(Stored items)
──────────

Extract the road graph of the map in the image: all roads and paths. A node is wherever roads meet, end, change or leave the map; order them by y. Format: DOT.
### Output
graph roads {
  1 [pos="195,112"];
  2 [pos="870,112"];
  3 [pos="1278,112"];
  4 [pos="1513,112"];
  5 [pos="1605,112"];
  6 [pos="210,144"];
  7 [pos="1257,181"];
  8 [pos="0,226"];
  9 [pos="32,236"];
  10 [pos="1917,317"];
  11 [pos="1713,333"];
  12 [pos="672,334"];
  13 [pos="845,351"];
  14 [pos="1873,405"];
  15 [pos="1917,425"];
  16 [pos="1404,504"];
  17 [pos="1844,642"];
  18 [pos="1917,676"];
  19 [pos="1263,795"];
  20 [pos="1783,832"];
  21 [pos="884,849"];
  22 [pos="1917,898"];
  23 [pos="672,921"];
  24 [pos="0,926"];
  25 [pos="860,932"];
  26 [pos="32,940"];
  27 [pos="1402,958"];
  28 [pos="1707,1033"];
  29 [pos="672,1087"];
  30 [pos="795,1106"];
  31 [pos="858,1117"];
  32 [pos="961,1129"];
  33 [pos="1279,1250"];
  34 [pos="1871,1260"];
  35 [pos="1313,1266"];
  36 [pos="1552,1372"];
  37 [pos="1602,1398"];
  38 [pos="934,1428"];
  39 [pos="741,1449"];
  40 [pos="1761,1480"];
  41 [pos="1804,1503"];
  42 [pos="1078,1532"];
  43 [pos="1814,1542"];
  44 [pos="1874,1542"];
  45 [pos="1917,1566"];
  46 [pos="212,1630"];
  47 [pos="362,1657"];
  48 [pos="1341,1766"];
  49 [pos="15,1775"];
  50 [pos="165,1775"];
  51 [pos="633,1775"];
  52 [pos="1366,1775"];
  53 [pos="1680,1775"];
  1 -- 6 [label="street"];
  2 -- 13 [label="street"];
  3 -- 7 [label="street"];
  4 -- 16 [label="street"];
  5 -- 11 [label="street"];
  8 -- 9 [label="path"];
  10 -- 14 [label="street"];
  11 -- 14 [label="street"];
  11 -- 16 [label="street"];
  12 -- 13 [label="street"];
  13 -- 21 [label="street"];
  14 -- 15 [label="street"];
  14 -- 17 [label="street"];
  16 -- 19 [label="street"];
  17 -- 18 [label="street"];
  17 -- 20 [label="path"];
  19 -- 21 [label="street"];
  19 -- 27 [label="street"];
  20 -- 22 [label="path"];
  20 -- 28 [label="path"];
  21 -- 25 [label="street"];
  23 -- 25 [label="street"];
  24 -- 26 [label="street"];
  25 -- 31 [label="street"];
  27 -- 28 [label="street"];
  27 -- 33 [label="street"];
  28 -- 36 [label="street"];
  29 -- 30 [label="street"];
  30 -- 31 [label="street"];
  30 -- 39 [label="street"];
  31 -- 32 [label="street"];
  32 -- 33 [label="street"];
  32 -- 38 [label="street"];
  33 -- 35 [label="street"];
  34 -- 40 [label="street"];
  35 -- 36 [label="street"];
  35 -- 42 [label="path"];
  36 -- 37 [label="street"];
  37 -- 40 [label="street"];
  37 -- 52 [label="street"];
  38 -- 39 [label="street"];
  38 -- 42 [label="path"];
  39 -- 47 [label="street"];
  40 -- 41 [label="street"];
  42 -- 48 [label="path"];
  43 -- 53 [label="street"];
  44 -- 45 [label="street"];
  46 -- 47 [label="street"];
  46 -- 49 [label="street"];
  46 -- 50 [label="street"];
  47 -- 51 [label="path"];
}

──────────

Exercise prompt: The lines above that hold the word "roads" should be found and copied out.

Completed task:
Extract the road graph of the map in the image: all roads and paths. A node is wherever roads meet, end, change or leave the map; order them by y. Format: DOT.
graph roads {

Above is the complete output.